その逆境を跳ね返したいWSR不動のエースは、続くレース2のオープニングラップで、前方のマシンにドアを閉ざされ失速したサットンの動きを見逃さず、“パドックヒル・ベンド”で前に出ることに成功。その後も前方集団の追走体制に入っていく。
ふたたび終盤のSCで仕切り直しが入ったものの、ターキントンは連勝のクック、ロイド、シェドンのFF勢を捉えることはできず4位でフィニッシュ。ロウボトムを挟みふたたび6位となったサットンがわずか6シーズンで自身3度目、この時点での2021年ドライバーズチャンピオン獲得を決めた。

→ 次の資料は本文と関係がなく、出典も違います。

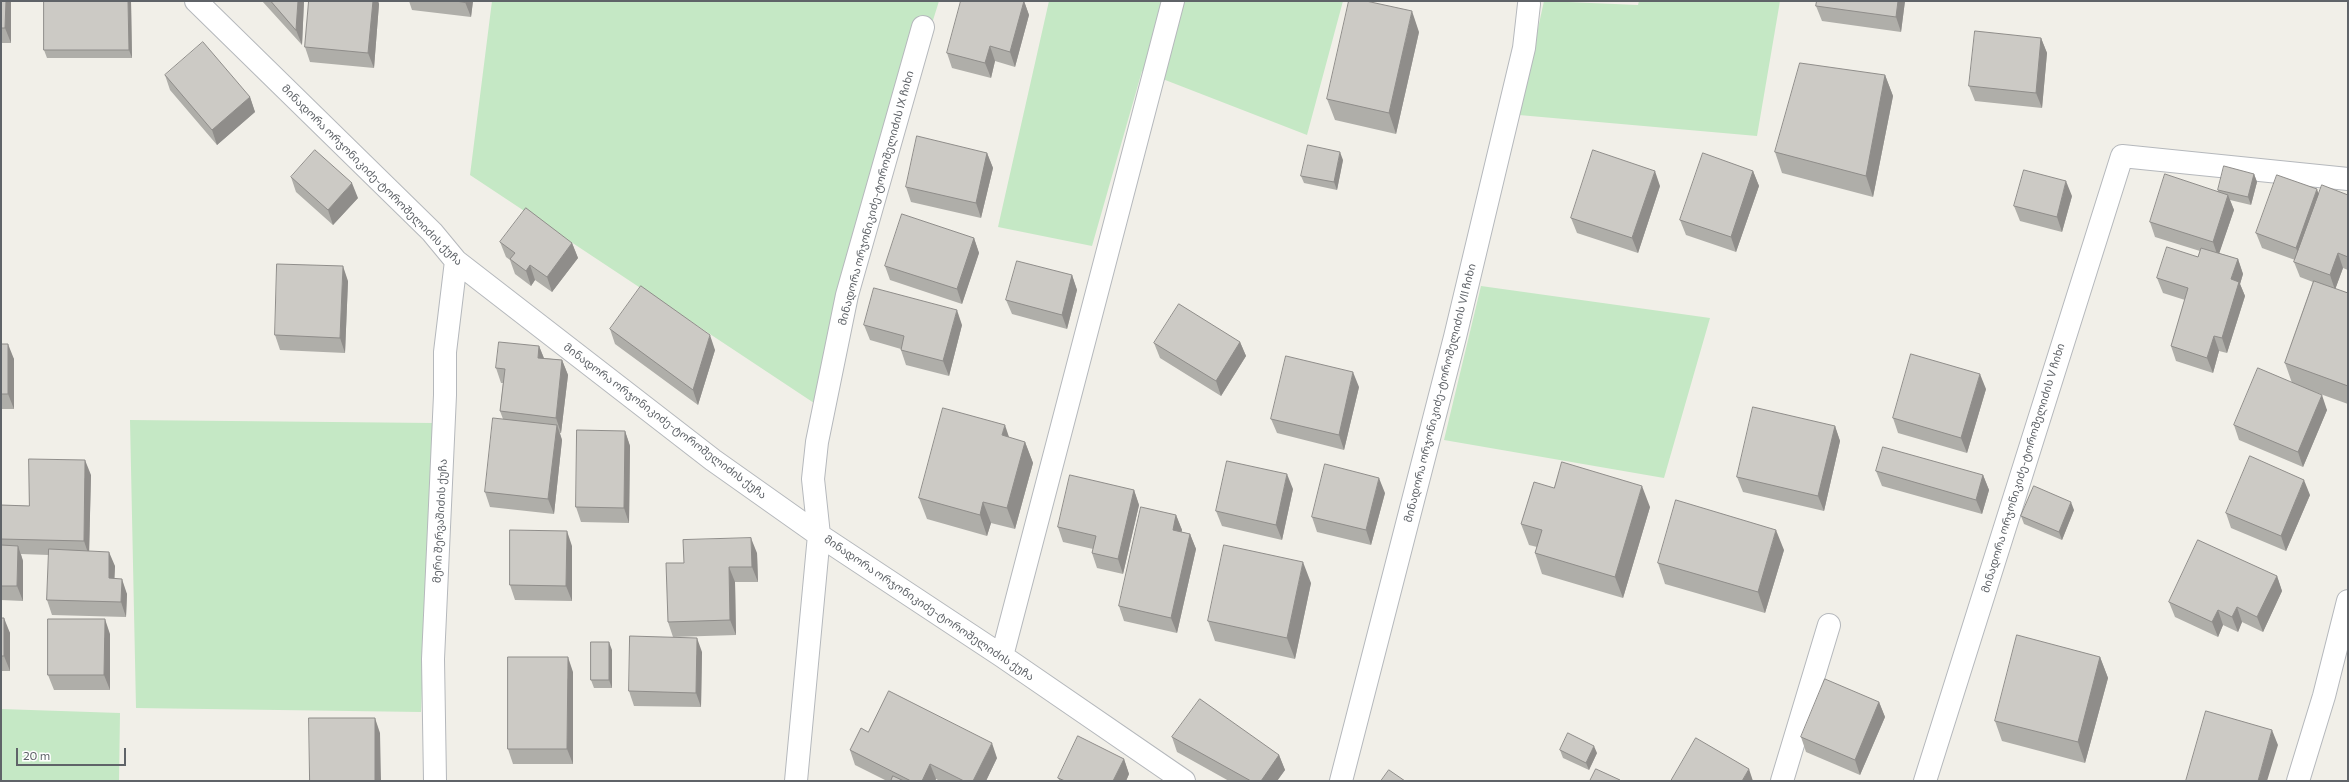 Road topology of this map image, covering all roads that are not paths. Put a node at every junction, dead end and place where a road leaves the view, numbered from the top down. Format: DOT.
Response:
graph roads {
  1 [pos="196,1"];
  2 [pos="1173,1"];
  3 [pos="1529,4"];
  4 [pos="923,27"];
  5 [pos="2348,179"];
  6 [pos="456,261"];
  7 [pos="819,535"];
  8 [pos="2348,601"];
  9 [pos="1830,625"];
  10 [pos="1002,656"];
  11 [pos="435,781"];
  12 [pos="796,781"];
  13 [pos="1184,781"];
  14 [pos="1341,781"];
  15 [pos="1782,781"];
  16 [pos="1925,781"];
  17 [pos="2298,781"];
  1 -- 6 [label="street, მინადორა ორჯონიკიძე-ტოროშელიძის ქუჩა"];
  2 -- 10 [label="street"];
  3 -- 14 [label="street, მინადორა ორჯონიკიძე-ტოროშელიძის VII ჩიხი"];
  4 -- 7 [label="street, მინადორა ორჯონიკიძე-ტოროშელიძის IX ჩიხი"];
  5 -- 16 [label="street, მინადორა ორჯონიკიძე-ტოროშელიძის V ჩიხი"];
  6 -- 7 [label="street, მინადორა ორჯონიკიძე-ტოროშელიძის ქუჩა"];
  6 -- 11 [label="street, მერი შერვაშიძის ქუჩა"];
  7 -- 10 [label="street, მინადორა ორჯონიკიძე-ტოროშელიძის ქუჩა"];
  7 -- 12 [label="street, მინადორა ორჯონიკიძე-ტოროშელიძის IX ჩიხი"];
  8 -- 17 [label="street"];
  9 -- 15 [label="street"];
  10 -- 13 [label="street, მინადორა ორჯონიკიძე-ტოროშელიძის ქუჩა"];
}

「つねに重圧を抱えながらレースの週末に臨む日々が続いてきたし、フィニッシュラインを越えても越えても勝負は終わらず、その苦しさの中でドライブを続けてきた」と、その計り知れないプレッシャーとの戦いを明かしたサットン。
「このタイトル獲得は過去の2回とはおそらく逆で、ウエットではなくドライ勝負で成し遂げた。さらに僕らはハンターでなく、いつも狙われる側の獲物だった。それでもインフィニティは驚異的な完成度で、僕はいつも望むとおりのドライビングができたんだ」
「不調だったオールトンパークを除けば素晴らしいシーズンで、第2戦からずっと選手権を牽引してきた。これは年間を通じて最大のサクセスバラストを積んで戦ったことを意味するけど、それを克服する素晴らしい仕事を成し遂げたんだ!」
その新チャンピオンは2021年最終レースをリバースグリッド4番手からスタートすると、3周目の“クリアウェイズ”出口で首位浮上に成功。そのままロウボトム、イングラムを従え自身の戴冠を祝福する勝利を飾り、今季5勝目とBTCC通算50回目の表彰台でシーズンを終えている。
「今季初めて、最終レースのためにリラックスして自分自身に帰ることができた。そこで早めにトップへ浮上して優勝できるなんて、思い描いた以上のエンディングになったよ」と喜びを語った27歳のサットン。
この結果、ランキング2位には「チームとして懸命に頑張ってきたが、毎年勝つのは難しい。来季こそは5回目の王座を狙いに行くよ」と語るターキントンが続き、3位クック、4位イングラム、5位ヒルのトップ5となっている。